-------- The records --------

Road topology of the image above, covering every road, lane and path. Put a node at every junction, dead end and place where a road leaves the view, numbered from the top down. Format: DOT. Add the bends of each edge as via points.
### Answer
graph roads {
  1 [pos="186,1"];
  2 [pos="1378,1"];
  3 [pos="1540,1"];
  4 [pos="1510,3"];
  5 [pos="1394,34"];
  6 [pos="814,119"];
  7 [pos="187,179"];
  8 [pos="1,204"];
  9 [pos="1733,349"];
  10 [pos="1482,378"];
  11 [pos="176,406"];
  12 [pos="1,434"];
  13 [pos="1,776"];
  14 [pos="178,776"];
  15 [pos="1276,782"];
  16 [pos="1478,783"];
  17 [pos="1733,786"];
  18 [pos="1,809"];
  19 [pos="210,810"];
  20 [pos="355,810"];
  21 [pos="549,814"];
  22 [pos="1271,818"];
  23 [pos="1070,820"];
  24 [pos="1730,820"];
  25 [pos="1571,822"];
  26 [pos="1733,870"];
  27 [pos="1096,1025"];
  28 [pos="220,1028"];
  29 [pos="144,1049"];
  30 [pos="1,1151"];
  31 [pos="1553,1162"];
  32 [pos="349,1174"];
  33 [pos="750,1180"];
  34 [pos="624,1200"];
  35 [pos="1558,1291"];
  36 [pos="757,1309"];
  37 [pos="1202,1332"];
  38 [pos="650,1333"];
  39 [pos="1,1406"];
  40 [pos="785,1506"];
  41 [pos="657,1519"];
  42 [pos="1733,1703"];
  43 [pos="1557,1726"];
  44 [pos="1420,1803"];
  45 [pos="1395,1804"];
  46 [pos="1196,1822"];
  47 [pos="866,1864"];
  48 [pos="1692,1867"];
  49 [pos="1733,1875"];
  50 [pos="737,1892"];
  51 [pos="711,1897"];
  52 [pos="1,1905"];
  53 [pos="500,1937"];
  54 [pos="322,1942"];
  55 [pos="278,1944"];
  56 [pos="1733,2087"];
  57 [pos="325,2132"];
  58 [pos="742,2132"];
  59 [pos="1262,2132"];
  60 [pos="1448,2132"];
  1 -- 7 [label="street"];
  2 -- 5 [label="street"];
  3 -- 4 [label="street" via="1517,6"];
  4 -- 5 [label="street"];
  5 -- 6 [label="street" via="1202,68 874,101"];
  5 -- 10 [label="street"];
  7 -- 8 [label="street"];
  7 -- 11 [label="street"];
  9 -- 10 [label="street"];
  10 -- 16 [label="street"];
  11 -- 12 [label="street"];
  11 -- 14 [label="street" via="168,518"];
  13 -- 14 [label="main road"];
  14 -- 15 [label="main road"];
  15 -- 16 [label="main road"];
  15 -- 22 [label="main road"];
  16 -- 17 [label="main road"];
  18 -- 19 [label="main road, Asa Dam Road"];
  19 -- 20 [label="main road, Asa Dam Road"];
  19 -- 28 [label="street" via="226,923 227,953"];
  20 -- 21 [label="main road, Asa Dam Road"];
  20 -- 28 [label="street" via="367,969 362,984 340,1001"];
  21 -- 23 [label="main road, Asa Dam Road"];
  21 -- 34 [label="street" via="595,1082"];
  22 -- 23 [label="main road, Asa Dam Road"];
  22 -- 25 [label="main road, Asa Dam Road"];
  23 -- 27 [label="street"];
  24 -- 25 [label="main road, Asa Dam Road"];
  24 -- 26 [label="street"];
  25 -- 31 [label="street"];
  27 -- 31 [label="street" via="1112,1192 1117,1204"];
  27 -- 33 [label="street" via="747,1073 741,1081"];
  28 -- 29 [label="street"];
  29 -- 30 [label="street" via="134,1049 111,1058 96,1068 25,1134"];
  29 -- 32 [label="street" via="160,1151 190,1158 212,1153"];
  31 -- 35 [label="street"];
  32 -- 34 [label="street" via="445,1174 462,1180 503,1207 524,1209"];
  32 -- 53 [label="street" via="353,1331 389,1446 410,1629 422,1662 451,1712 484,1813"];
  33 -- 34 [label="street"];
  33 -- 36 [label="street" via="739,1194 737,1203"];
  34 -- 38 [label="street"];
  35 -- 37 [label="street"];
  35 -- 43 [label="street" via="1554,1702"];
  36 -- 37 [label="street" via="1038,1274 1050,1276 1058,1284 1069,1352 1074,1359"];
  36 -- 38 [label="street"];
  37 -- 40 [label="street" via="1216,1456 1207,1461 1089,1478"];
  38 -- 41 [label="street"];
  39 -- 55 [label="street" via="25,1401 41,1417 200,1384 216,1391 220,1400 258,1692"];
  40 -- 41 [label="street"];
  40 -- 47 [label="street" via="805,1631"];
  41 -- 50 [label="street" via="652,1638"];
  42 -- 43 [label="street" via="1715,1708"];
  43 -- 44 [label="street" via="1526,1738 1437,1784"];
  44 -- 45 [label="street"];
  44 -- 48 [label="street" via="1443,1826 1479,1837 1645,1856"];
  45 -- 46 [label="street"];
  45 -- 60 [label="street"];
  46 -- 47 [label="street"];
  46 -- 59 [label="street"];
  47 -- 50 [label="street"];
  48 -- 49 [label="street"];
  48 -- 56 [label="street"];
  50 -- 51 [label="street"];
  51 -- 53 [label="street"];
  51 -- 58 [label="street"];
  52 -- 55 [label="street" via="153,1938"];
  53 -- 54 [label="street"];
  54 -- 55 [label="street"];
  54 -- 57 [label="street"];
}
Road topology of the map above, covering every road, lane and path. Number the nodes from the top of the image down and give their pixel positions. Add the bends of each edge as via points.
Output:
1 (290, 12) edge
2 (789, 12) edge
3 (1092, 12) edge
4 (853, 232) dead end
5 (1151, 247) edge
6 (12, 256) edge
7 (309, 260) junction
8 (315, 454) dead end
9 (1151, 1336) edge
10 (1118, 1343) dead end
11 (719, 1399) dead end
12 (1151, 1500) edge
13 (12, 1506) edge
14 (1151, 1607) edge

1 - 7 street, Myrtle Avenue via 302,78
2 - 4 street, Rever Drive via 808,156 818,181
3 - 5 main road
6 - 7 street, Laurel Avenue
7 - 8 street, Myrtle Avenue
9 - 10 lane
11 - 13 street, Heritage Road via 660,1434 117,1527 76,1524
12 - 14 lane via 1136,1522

--------

_What to work on:_
From the listing above, collect every line that mentions the word "points".

_Problem solution:_
Road topology of the image above, covering every road, lane and path. Put a node at every junction, dead end and place where a road leaves the view, numbered from the top down. Format: DOT. Add the bends of each edge as via points.
Road topology of the map above, covering every road, lane and path. Number the nodes from the top of the image down and give their pixel positions. Add the bends of each edge as via points.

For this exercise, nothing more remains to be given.